Segmentation Strategy
Creating targeted strategies based on customer segments (e.g., SMB vs. enterprise), to improve engagement and outcomes.
Sentiment Analysis
The use of tools or manual reviews to analyze customer emotion and tone across emails, surveys, and calls.
Stakeholder Mapping
The process of identifying decision-makers, champions, blockers, and influencers in a customer organization. Multi-threading, is another commonly used term to mean connecting business stakeholders with customer stakeholders across different functions and levels.
Success Plan
A documented roadmap shared with the customer to track business goals, milestones, and success metrics.
Support Ticket Volume
The total number of customer-submitted issues or requests—a leading indicator of product friction or satisfaction.
TAM (Total Addressable Market)
The total market demand for your product or service, often used in strategic planning and goal setting.
Tech Stack
The collection of software tools and platforms a company uses to manage customer relationships, operations, and data, such as CRM, analytics, support, and automation systems.
Tech-Touch Model
A customer engagement model that uses automation and digital content to serve long-tail or low-revenue customers. This is also sometimes referred to as a digital-touch or zero-touch model.
Time to Value (TTV)
Time to Value reflects the time it takes for a customer to realize the benefits of your product or service after implementation.

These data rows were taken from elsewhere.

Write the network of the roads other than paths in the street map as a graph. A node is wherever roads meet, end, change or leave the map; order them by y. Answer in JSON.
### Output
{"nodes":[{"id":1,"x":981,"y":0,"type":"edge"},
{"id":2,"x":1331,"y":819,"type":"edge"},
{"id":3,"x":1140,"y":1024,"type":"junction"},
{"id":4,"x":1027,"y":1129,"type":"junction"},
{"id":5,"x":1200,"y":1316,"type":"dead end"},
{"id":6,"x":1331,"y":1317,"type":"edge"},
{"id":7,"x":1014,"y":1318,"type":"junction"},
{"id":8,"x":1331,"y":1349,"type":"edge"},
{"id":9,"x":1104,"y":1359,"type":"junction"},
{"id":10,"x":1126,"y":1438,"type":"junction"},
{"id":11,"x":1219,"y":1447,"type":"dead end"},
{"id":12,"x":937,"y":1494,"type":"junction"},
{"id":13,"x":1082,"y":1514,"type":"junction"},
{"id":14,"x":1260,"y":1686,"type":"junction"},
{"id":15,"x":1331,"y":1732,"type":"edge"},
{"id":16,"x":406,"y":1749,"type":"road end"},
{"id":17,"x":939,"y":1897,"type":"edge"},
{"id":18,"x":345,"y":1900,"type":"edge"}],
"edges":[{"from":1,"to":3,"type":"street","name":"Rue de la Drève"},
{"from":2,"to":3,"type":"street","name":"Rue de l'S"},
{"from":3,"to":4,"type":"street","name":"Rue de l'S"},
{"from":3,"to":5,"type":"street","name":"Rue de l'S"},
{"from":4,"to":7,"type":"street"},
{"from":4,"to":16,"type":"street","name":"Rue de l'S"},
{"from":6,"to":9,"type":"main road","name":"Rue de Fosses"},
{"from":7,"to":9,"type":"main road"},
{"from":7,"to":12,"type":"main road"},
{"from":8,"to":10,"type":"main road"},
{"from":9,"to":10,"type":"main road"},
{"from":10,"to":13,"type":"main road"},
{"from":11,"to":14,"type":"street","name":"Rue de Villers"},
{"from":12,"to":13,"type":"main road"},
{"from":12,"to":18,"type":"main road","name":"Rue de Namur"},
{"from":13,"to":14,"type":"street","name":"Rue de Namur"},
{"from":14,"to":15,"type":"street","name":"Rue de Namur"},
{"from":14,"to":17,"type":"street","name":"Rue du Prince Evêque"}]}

TTV = Date customer realized value - Date of onboarding completion
Touchpoint
Any interaction between your company and the customer, including emails, meetings, product usage, or support calls.
Usage Analytics
Tracking how customers interact with your product to uncover patterns, drive adoption, and signal health or risk.
Upsell
Selling a higher-tier plan, additional features, or more licenses to an existing customer.
Value Realization
The stage where a customer achieves measurable outcomes from your solution, validating their decision to purchase.
Voice of Customer (VoC)
A structured program for collecting, analyzing, and acting on customer feedback to improve products, services, and experience.
WAU (Weekly Active Users)
The number of unique users who engage with your product over a 7-day period. WAU is helpful for understanding mid-frequency usage patterns, particularly for features or workflows that aren’t used daily but are still critical.
Win Rate
The percentage of sales or deals closed successfully out of the total number of opportunities. Used to measure sales effectiveness and pipeline health.
Win-Back Campaign
An outreach effort to re-engage churned customers through targeted offers, updates, or outreach.
Workflow Automation
Using technology to automate repetitive tasks like sending health check emails, triggering alerts, or updating CRM fields.
YoY Growth (Year-Over-Year)
The percentage change in a metric — like revenue or customer count — compared to the same period in the previous year, used to track long-term performance trends.
Zero Churn Strategy
An ideal (often unrealistic) approach to design customer experiences in a way that eliminates all attrition. Typically more aspirational than operational.